Après un jugement en leur défaveur du Tribunal de Grande Instance de Versailles, les époux interjettent appel devant la Cour d’appel dans le but d’annuler la requalification du contrat d’assurance-vie en donation indirecte et prononcer la décharge des droits, intérêts et pénalités mis à leur charge.

Décision de la cour d’appel – Requalification du contrat d’assurance-vie en donation indirecte

La donation est définie dans le code civil comme « un acte entre vifs par lequel le donateur se dépouille immédiatement et irrévocablement de la chose donnée en faveur du donataire qui l’accepte. »

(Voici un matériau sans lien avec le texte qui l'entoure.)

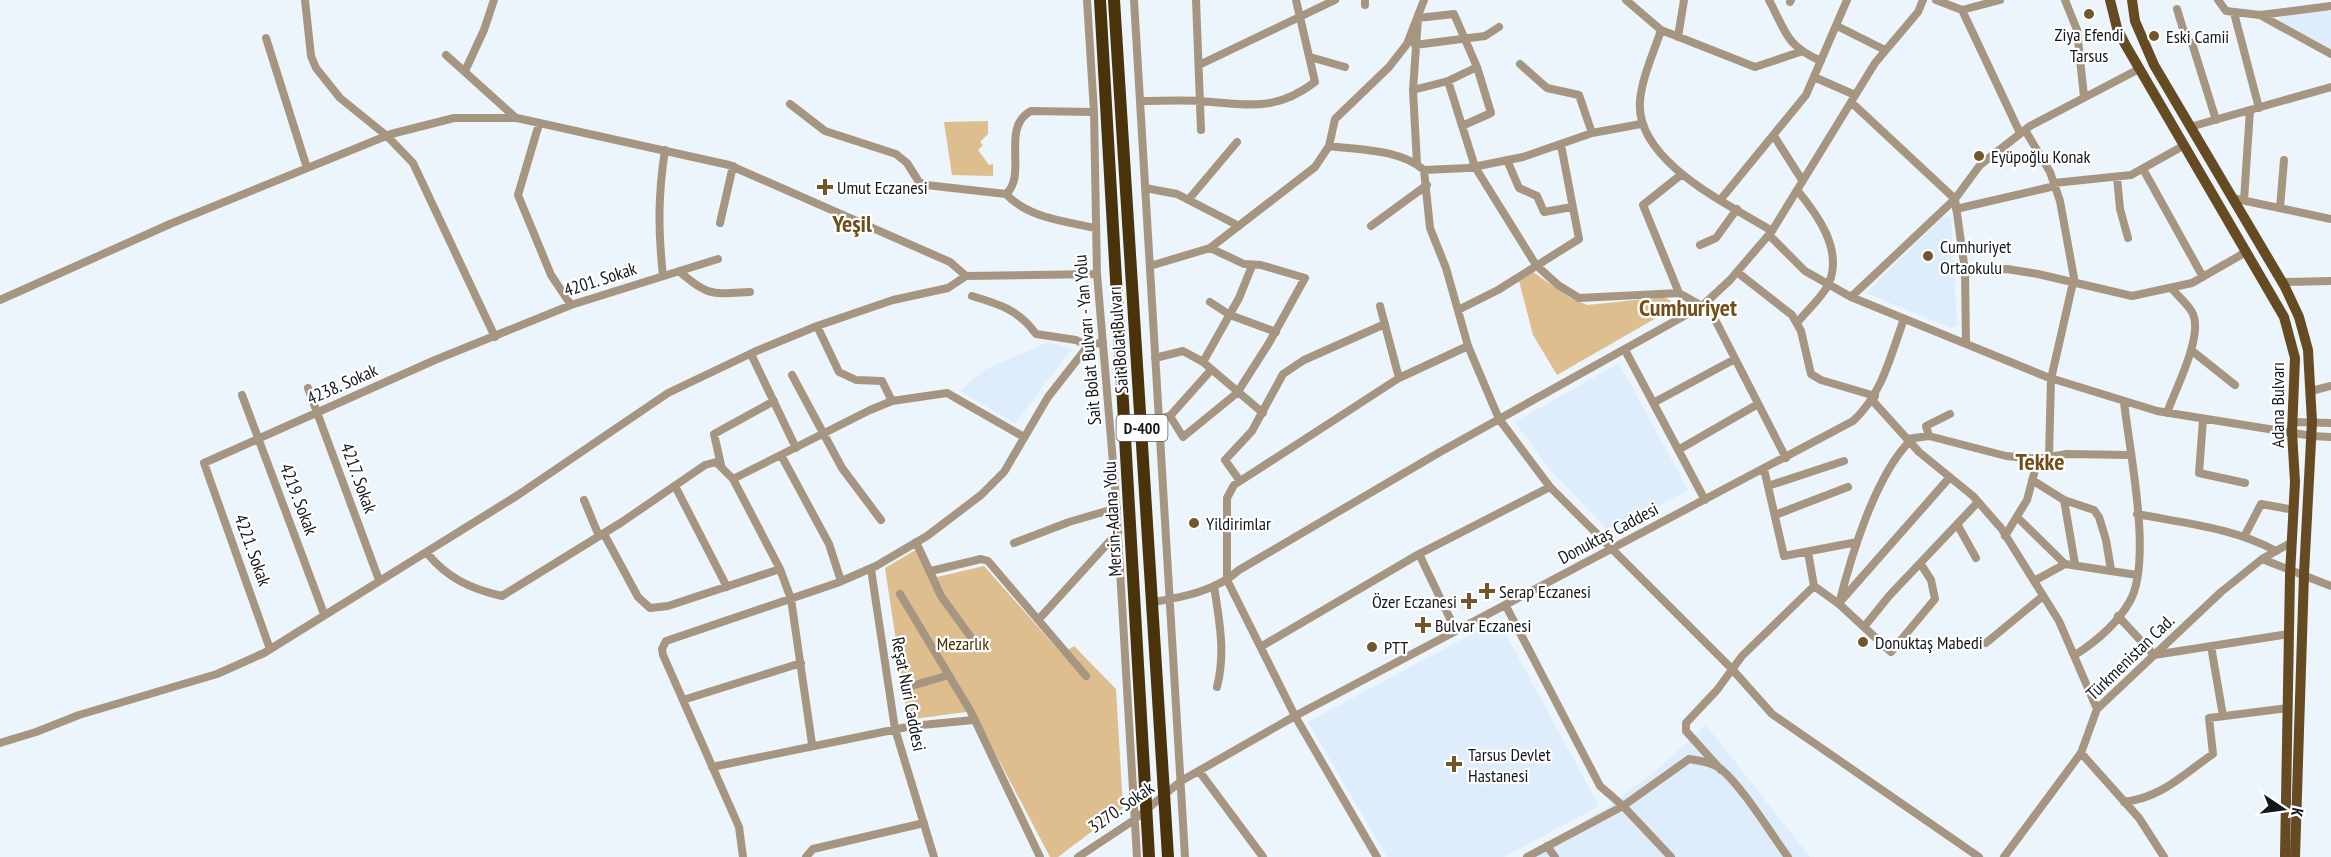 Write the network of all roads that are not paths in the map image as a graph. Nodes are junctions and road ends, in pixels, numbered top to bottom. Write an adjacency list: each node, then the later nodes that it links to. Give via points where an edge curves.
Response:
1 (305, 0): 68 (street, via 311,56 316,68 340,98)
2 (494, 0): 47 (street)
3 (1087, 0): 58 (street, Sait Bolat Bulvarı - Yan Yolu)
4 (1100, 0): 292 (highway, Mersin-Adana Yolu / D-400)
5 (1114, 0): 253 (highway, Sait Bolat Bulvarı / D-400)
6 (1134, 0): 54 (street)
7 (1196, 0): 43 (street)
8 (1296, 0): 27 (street)
9 (1335, 0): 27 (street)
10 (1424, 0): 28 (street)
11 (1626, 0): 31 (street)
12 (1684, 0): 32 (street)
13 (1769, 0): 37 (street)
14 (1847, 0): 29 (street)
15 (1923, 0): 36 (street, via 1918,12)
16 (1936, 0): 24 (street)
17 (2000, 0): 24 (street)
18 (2065, 0): 52 (street, via 2077,30)
19 (2218, 0): 25 (street, via 2221,7)
20 (2134, 1): 21 (main road); 64 (main road, Adana Bulvarı, via 2135,21 2154,65)
21 (2110, 4): 46 (main road, Adana Bulvarı, via 2117,28)
22 (2331, 6): 26 (street)
23 (2177, 9): 60 (street)
24 (1962, 10): 66 (street)
25 (2234, 14): 26 (street); 57 (street)
26 (2260, 15): 38 (street)
27 (1302, 18): 40 (street); 43 (street)
28 (1418, 18): 34 (street, via 1454,14); 35 (street); 72 (street, via 1407,44 1389,67 1335,119)
29 (1837, 26): 36 (street); 41 (street)
30 (1499, 27): 34 (street)
31 (1661, 30): 32 (street); 62 (street, via 1640,100)
32 (1678, 37): 37 (street, via 1755,67)
33 (266, 38): 80 (street)
34 (1465, 41): 35 (street); 45 (street)
35 (1415, 45): 51 (street)
36 (1886, 50): 53 (street)
37 (1800, 52): 41 (street)
38 (2331, 54)
39 (446, 55): 47 (street)
40 (1310, 57): 44 (street); 55 (street, via 1315,82 1304,91 1274,103 1249,107)
41 (1821, 61): 48 (street)
42 (1520, 64): 67 (street, via 1547,88 1579,95)
43 (1199, 65): 55 (street)
44 (1345, 67)
45 (1477, 67): 49 (street); 63 (street, via 1491,113)
46 (2139, 69): 52 (street); 73 (main road, Adana Bulvarı)
47 (465, 71): 59 (street)
48 (1814, 77): 53 (street); 69 (street, via 1795,112)
49 (1448, 81): 51 (street); 63 (street)
50 (2331, 87): 57 (street)
51 (1413, 90): 78 (street)
52 (2084, 97): 66 (street)
53 (1853, 98): 84 (street); 94 (street)
54 (1140, 101): 55 (street); 87 (street)
55 (1200, 101): 65 (street)
56 (790, 104): 89 (street, via 825,131 896,154 926,185)
57 (2254, 109): 60 (street); 93 (street)
58 (1094, 112): 89 (street, via 1026,113 1016,128 1013,178); 102 (street, Sait Bolat Bulvarı - Yan Yolu)
59 (517, 118): 61 (street); 68 (street, via 454,118)
60 (2216, 120): 64 (street)
61 (539, 124): 74 (street); 131 (street, via 518,195 551,275)
62 (1641, 124): 67 (street); 82 (street, via 1654,147)
63 (1462, 126): 79 (street)
64 (2190, 127): 90 (main road, Adana Bulvarı)
65 (1202, 130)
66 (2023, 132): 86 (street); 94 (street, via 1980,165)
67 (1592, 134): 71 (street)
68 (387, 136): 80 (street); 140 (street, via 413,163)
69 (1774, 136): 84 (street); 92 (street)
70 (1237, 142): 91 (street)
71 (1561, 145): 75 (street); 95 (street)
72 (1329, 146): 78 (street, via 1396,155); 100 (street, via 1315,167)
73 (2183, 146): 81 (street); 107 (main road, Adana Bulvarı)
74 (665, 150): 77 (street); 116 (street, via 658,196)
75 (1507, 160): 79 (street); 95 (street, via 1519,188 1537,196 1544,212)
76 (2284, 160): 96 (street)
77 (732, 166): 99 (street); 117 (street, via 950,262)
78 (1421, 167): 79 (street); 85 (street)
79 (1475, 167): 109 (street)
80 (307, 168): 128 (street)
81 (2143, 169): 83 (street); 118 (street)
82 (1682, 174): 92 (street); 125 (street, via 1643,205)
83 (2117, 177): 86 (street); 104 (street)
84 (1802, 180): 88 (street)
85 (1427, 185): 101 (street); 133 (street, via 1430,228)
86 (2054, 185): 94 (street); 120 (street, via 2069,245)
87 (1145, 188): 91 (street); 110 (street)
88 (1797, 190): 103 (street); 122 (street, via 1820,217 1832,265)
89 (1006, 194): 102 (street, via 1017,206)
90 (2232, 198): 93 (street); 121 (main road, Adana Bulvarı)
91 (1189, 199): 100 (street)
92 (1721, 199): 97 (street)
93 (2244, 200): 96 (street)
94 (1956, 204): 113 (street); 127 (street)
95 (1572, 207): 109 (street, via 1579,239)
96 (2280, 208): 98 (street)
97 (1737, 209): 103 (street); 105 (street, via 1716,238)
98 (2331, 219)
99 (720, 224)
100 (1239, 226): 106 (street)
101 (1371, 226)
102 (1095, 228): 115 (street, Sait Bolat Bulvarı - Yan Yolu)
103 (1770, 233): 114 (street); 122 (street, via 1805,271)
104 (2128, 238)
105 (1700, 245)
106 (1210, 248): 110 (street); 111 (street)
107 (2246, 252): 118 (street); 177 (main road, Adana Bulvarı, via 2284,317 2292,342)
108 (718, 259): 112 (street, 4201. Sokak)
109 (1536, 264): 125 (street, via 1579,298); 133 (street, via 1498,290)
110 (1150, 266): 148 (street)
111 (1252, 266): 134 (street); 139 (street, via 1305,278)
112 (679, 271): 116 (street, 4201. Sokak); 124 (street, via 712,294)
113 (1965, 271): 120 (street, via 2007,269); 142 (street)
114 (1737, 272): 130 (street); 136 (street)
115 (1097, 274): 117 (street); 141 (street, Sait Bolat Bulvarı - Yan Yolu)
116 (663, 276): 131 (street, 4201. Sokak)
117 (966, 276): 138 (street, via 948,288 893,300)
118 (2203, 277): 123 (street)
119 (2331, 281): 121 (street)
120 (2073, 282): 123 (street, via 2132,296); 154 (street)
121 (2282, 282): 158 (main road, Adana Bulvarı, via 2308,350)
122 (1828, 283): 127 (street); 136 (street)
123 (2172, 289): 146 (street, via 2193,312 2196,323)
124 (750, 292)
125 (1679, 293): 130 (street)
126 (972, 296): 143 (street, via 1012,309 1026,319 1036,334 1076,340)
127 (1851, 297): 135 (street)
128 (0, 300)
129 (1210, 302): 134 (street)
130 (1704, 304): 145 (street); 149 (street)
131 (571, 305): 140 (street, 4201. Sokak)
132 (1380, 306): 137 (street)
133 (1458, 310): 144 (street)
134 (1230, 315): 139 (street); 150 (street)
135 (1904, 319): 142 (street); 161 (street, Donuktaş Caddesi)
136 (1797, 323): 161 (street, via 1811,374)
137 (1385, 324): 153 (street); 168 (street, via 1288,370)
138 (817, 326): 147 (street); 162 (street, via 839,372 856,380 882,381)
139 (1276, 332): 159 (street)
140 (495, 337): 167 (street, 4238. Sokak)
141 (1103, 342): 143 (street); 209 (street, Sait Bolat Bulvarı - Yan Yolu)
142 (1966, 344): 154 (street)
143 (1088, 346): 182 (street, via 1048,398)
144 (1468, 346): 153 (street); 173 (street)
145 (1625, 350): 165 (street); 173 (street)
146 (2191, 350): 155 (street); 169 (street)
147 (751, 354): 163 (street); 227 (street, via 668,393)
148 (1155, 358): 150 (street, via 1184,351); 172 (street)
149 (1735, 359): 165 (street); 166 (street)
150 (1203, 362): 151 (street)
151 (1211, 370): 159 (street); 171 (street)
152 (792, 375): 178 (street)
153 (1399, 378): 199 (street)
154 (2051, 379): 164 (street); 189 (street)
155 (2235, 385)
156 (2331, 386): 158 (street)
157 (308, 388): 167 (street, 4217. Sokak)
158 (2311, 391): 175 (main road, Adana Bulvarı)
159 (1237, 393): 168 (street); 171 (street, via 1183,437)
160 (243, 395): 183 (street, 4219. Sokak)
161 (1874, 398): 184 (street); 190 (street, Donuktaş Caddesi, via 1853,420)
162 (892, 401): 178 (street); 182 (street, via 951,394)
163 (774, 402): 185 (street); 194 (street, via 714,434)
164 (2124, 402): 169 (street); 188 (street)
165 (1653, 403): 186 (street)
166 (1758, 404): 186 (street); 190 (street)
167 (318, 413): 183 (street, 4238. Sokak); 241 (street, 4217. Sokak)
168 (1263, 413): 199 (street, via 1225,460)
169 (2167, 413): 174 (street)
170 (1950, 414): 179 (street, via 1926,426)
171 (1170, 416): 172 (street)
172 (1158, 417): 252 (street)
173 (1499, 419): 203 (street); 242 (street)
174 (2203, 420): 177 (street); 200 (street, via 2199,473)
175 (2312, 422): 176 (street); 177 (street); 180 (main road, Adana Bulvarı)
176 (2331, 423)
177 (2292, 427): 180 (street); 210 (main road, Adana Bulvarı)
178 (822, 434): 185 (street); 214 (street)
179 (1929, 436): 184 (street); 191 (street, via 2006,456)
180 (2312, 436): 181 (street); 239 (main road, Adana Bulvarı)
181 (2331, 436)
182 (1024, 438): 220 (street, via 1004,472 981,495)
183 (258, 439): 193 (street, 4238. Sokak); 256 (street, 4219. Sokak)
184 (1908, 440): 196 (street); 223 (street, via 1870,508)
185 (796, 448): 187 (street)
186 (1678, 450): 206 (street)
187 (781, 455): 197 (street); 243 (street, via 829,544)
188 (2130, 455): 189 (street); 211 (street)
189 (2049, 456): 191 (street)
190 (1786, 458): 195 (street, Donuktaş Caddesi)
191 (2038, 459): 198 (street)
192 (1844, 461): 202 (street)
193 (204, 463): 266 (street, 4221. Sokak)
194 (721, 465): 197 (street); 201 (street, via 705,465)
195 (1764, 469): 202 (street); 206 (street, Donuktaş Caddesi)
196 (1950, 477): 208 (street); 254 (street)
197 (733, 479): 234 (street)
198 (2032, 480): 207 (street); 213 (street)
199 (1240, 481): 242 (street, via 1227,498)
200 (2246, 483)
201 (675, 486): 217 (street); 248 (street)
202 (1768, 486): 212 (street)
203 (1550, 487): 224 (street); 228 (street)
204 (1848, 487): 212 (street)
205 (584, 500): 217 (street)
206 (1705, 500): 224 (street, Donuktaş Caddesi)
207 (2064, 500): 233 (street); 237 (street, via 2094,510 2099,517)
208 (1978, 502): 215 (street); 218 (street)
209 (1117, 508): 216 (street, Sait Bolat Bulvarı - Yan Yolu); 222 (street)
210 (2294, 510): 219 (street, via 2261,504); 221 (main road, Adana Bulvarı)
211 (2137, 514): 219 (street); 240 (street)
212 (1774, 515): 226 (street, via 1784,556)
213 (2017, 517): 218 (street); 232 (street)
214 (881, 520)
215 (1957, 524): 229 (street); 231 (street)
216 (1118, 532): 258 (street); 293 (street, Sait Bolat Bulvarı - Yan Yolu)
217 (602, 535): 227 (street, via 502,596 464,585); 248 (street, via 638,597 650,608)
218 (2006, 536): 244 (street)
219 (2244, 537): 225 (street)
220 (916, 542): 235 (street); 238 (street)
221 (2292, 542): 225 (street, Türkmenistan Cad.); 236 (main road, Adana Bulvarı)
222 (1014, 543)
223 (1857, 543): 226 (street); 254 (street)
224 (1612, 550): 255 (street, Donuktaş Caddesi); 270 (street)
225 (2276, 551): 230 (street, Türkmenistan Cad.)
226 (1808, 552): 246 (street)
227 (427, 553): 241 (street)
228 (1419, 554): 260 (street); 264 (street)
229 (1976, 558)
230 (2262, 559): 236 (street); 268 (street, Türkmenistan Cad.)
231 (1920, 563): 259 (street); 259 (street, via 1931,580 1935,599 1891,652)
232 (2065, 564): 233 (street); 244 (street)
233 (2075, 564): 237 (street)
234 (780, 569): 248 (street); 251 (street)
235 (871, 569): 243 (street); 281 (street, Reşat Nuri Caddesi)
236 (2290, 569): 239 (street); 261 (main road, Adana Bulvarı)
237 (2111, 570): 240 (street)
238 (930, 571): 258 (street, via 981,559 988,561); 262 (street, via 941,596)
239 (2304, 574): 247 (street); 315 (main road, Adana Bulvarı)
240 (2138, 575): 257 (street, via 2130,600)
241 (379, 580): 256 (street)
242 (1227, 580): 245 (street); 264 (street)
243 (841, 581): 251 (street)
244 (2034, 581): 250 (street)
245 (1214, 586): 252 (street); 274 (street, via 1223,665)
246 (1814, 586): 254 (street); 270 (street)
247 (2331, 586)
248 (727, 587)
249 (900, 594): 271 (street)
250 (2043, 596): 263 (street); 267 (street)
251 (791, 599): 269 (street); 275 (street, via 666,641 662,649)
252 (1169, 599): 253 (street); 288 (street)
253 (1154, 602): 289 (highway, Sait Bolat Bulvarı / D-400)
254 (1839, 604): 259 (street)
255 (1506, 606): 260 (street, Donuktaş Caddesi); 291 (street, via 1600,786)
256 (324, 614): 266 (street)
257 (2118, 616): 267 (street, via 2099,640); 268 (street)
258 (1039, 619): 272 (street)
259 (1863, 627)
260 (1456, 631): 278 (street, Donuktaş Caddesi)
261 (2289, 634): 265 (street); 276 (main road, Adana Bulvarı)
262 (970, 636)
263 (1986, 643)
264 (1262, 646): 278 (street)
265 (2211, 646): 268 (street); 279 (street)
266 (270, 649): 282 (street, via 217,674)
267 (2075, 655): 277 (street)
268 (2154, 655): 277 (street, Türkmenistan Cad.)
269 (801, 663): 275 (street); 283 (street)
270 (1732, 669): 286 (street, via 1686,723 1686,730); 311 (street, via 1772,714)
271 (949, 675): 273 (street); 280 (street)
272 (1086, 676)
273 (908, 687)
274 (1217, 687)
275 (683, 700): 285 (street)
276 (2288, 708): 279 (street); 314 (main road, Adana Bulvarı)
277 (2097, 709): 284 (street, Türkmenistan Cad.)
278 (1295, 716): 287 (street, Donuktaş Caddesi); 306 (street)
279 (2223, 716): 290 (street, via 2209,718 2213,754 2164,791)
280 (973, 720): 281 (street); 299 (street)
281 (896, 729): 283 (street); 294 (street, Reşat Nuri Caddesi)
282 (0, 743)
283 (813, 744): 285 (street)
284 (2081, 753): 290 (street); 312 (street, Türkmenistan Cad.)
285 (712, 767): 296 (street, via 739,827)
286 (1721, 770): 291 (street, via 1707,762 1689,759); 310 (street)
287 (1198, 771): 288 (street, Donuktaş Caddesi); 305 (street)
288 (1181, 781): 289 (street, 3270. Sokak); 304 (street)
289 (1165, 797): 292 (street, 3270. Sokak); 303 (highway, Sait Bolat Bulvarı / D-400)
290 (2124, 802): 313 (street)
291 (1623, 806): 295 (street); 309 (street)
292 (1146, 808): 293 (street, 3270. Sokak); 302 (highway, Mersin-Adana Yolu / D-400)
293 (1134, 820): 300 (street, 3270. Sokak); 301 (street, Sait Bolat Bulvarı - Yan Yolu)
294 (924, 823): 297 (street, via 813,849); 298 (street, Reşat Nuri Caddesi)
295 (1547, 846): 307 (street); 308 (street)
296 (743, 857)
297 (806, 857)
298 (934, 857)
299 (1040, 857)
300 (1077, 857)
301 (1137, 857)
302 (1149, 857)
303 (1168, 857)
304 (1185, 857)
305 (1263, 857)
306 (1377, 857)
307 (1527, 857)
308 (1555, 857)
309 (1671, 857)
310 (1788, 857)
311 (1978, 857)
312 (2004, 857)
313 (2164, 857)
314 (2285, 857)
315 (2295, 857)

La requalification du contrat d’assurance-vie en donation indirecte implique donc :

  • une intention libérale du souscripteur,
  • sa volonté de se dessaisir immédiatement et irrévocablement,
  • l’acceptation des bénéficiaires.

L’administration fiscale a estimé qu’il y avait bien une intention libérale du fait :

  • des liens privilégiés que la souscriptrice entretenait avec les bénéficiaires (qui habitaient près de chez elle, s’occupaient de la gestion de ses biens et Mme était la curatrice de la souscriptrice).
  • de l’importance des sommes versées au regard du patrimoine de la souscriptrice (1,5 million d’euros sur un patrimoine total d’environ 4 millions d’euros)
  • qu’aucun versement n’avait été effectué depuis 25 ans sur le contrat.

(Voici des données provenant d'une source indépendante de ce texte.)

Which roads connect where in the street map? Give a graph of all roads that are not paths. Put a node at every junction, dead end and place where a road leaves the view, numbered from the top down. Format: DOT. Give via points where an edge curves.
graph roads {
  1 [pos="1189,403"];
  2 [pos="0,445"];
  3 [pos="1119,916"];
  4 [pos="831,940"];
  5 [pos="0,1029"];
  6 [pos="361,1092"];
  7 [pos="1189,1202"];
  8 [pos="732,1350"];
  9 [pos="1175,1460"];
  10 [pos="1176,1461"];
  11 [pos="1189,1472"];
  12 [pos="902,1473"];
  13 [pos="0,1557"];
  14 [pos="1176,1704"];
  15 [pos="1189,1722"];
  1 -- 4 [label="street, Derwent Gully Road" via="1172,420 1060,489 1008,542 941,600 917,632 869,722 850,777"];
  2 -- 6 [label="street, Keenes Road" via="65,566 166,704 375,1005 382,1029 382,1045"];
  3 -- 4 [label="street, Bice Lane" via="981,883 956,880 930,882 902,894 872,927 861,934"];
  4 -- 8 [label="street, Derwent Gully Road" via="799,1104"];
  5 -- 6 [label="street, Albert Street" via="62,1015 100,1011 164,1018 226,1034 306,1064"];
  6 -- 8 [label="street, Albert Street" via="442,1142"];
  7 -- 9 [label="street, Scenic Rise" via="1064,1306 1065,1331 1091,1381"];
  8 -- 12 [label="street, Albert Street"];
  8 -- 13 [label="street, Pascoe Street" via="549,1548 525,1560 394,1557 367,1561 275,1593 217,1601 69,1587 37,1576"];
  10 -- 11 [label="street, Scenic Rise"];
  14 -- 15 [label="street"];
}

L’administration fiscale avait ensuite argumenté que la condition de dessaisissement immédiat et irrévocable dépend de l’existence d’un aléa sur le contrat d’assurance vie. Or, l’âge avancé de la souscriptrice au moment des versements (à 101 ans, elle ne pouvait ignorer la survenance prochaine de son décès) et l’importance des sommes versées.

La cour d’appel a confirmé la position de l’administration fiscale et la requalification du contrat d’assurance-vie en donation indirecte. En conséquence, les sommes du contrat sont taxées aux droits de mutation à titre gratuit applicables entre non-parents à hauteur de 60%.

Le manquement délibéré des bénéficiaires

En revanche, la Cour d’appel a invalidé la majoration de 40 % pour manquement délibéré des bénéficiaires.

En effet, bien qu’il soit possible qu’en qualité de curateur d’un des époux bénéficiaires, les époux aient été informés du patrimoine de la souscriptrice, il n’est pas établi de manière certaine qu’ils aient eu connaissance de la clause bénéficiaire les désignant.

D’autre part, même s’ils avaient connaissance des avantages fiscaux de l’assurance vie, il ne peut leur être reproché de ne pas avoir relevé eux-mêmes que le contrat qui leur bénéficiait devait s’analyser comme une donation indirecte.

L’intention délibérée de se soustraire aux droit de mutation à titre gratuit n’étant pas démontrée, la Cour d’appel a prononcé la décharge des pénalités pour manquement délibéré, s’élevant à 132.626 euros chacun.

Réflexion de Vitis Life

A l’occasion d’une souscription ou d’un versement complémentaire, il est important de bien connaître son client et de disposer de certaines informations.

Le risque de requalification du contrat est identifiable au travers de faisceau d’indices qui sont notamment :

  • l’âge avancé au moment du versement du souscripteur,
  • l’importance des sommes versées par rapport à son patrimoine,
  • la non utilité économique du contrat pour le souscripteur,
  • l’état de santé du souscripteur.

Pour éviter une requalification du contrat, il est intéressant de s’interroger en amont sur le bienfondé de la souscription d’un contrat d’assurance-vie.

Une alternative existe en présence de ce faisceau d’indices : la souscription d’un contrat de capitalisation qui sera transmis aux héritiers du souscripteur. Au moment de cette transmission, la plus-value soumise aux droits de succession est purgée. Seules les nouvelles plus-values générées par les héritiers après l’acquisition du contrat seront soumises à imposition en cas de rachat.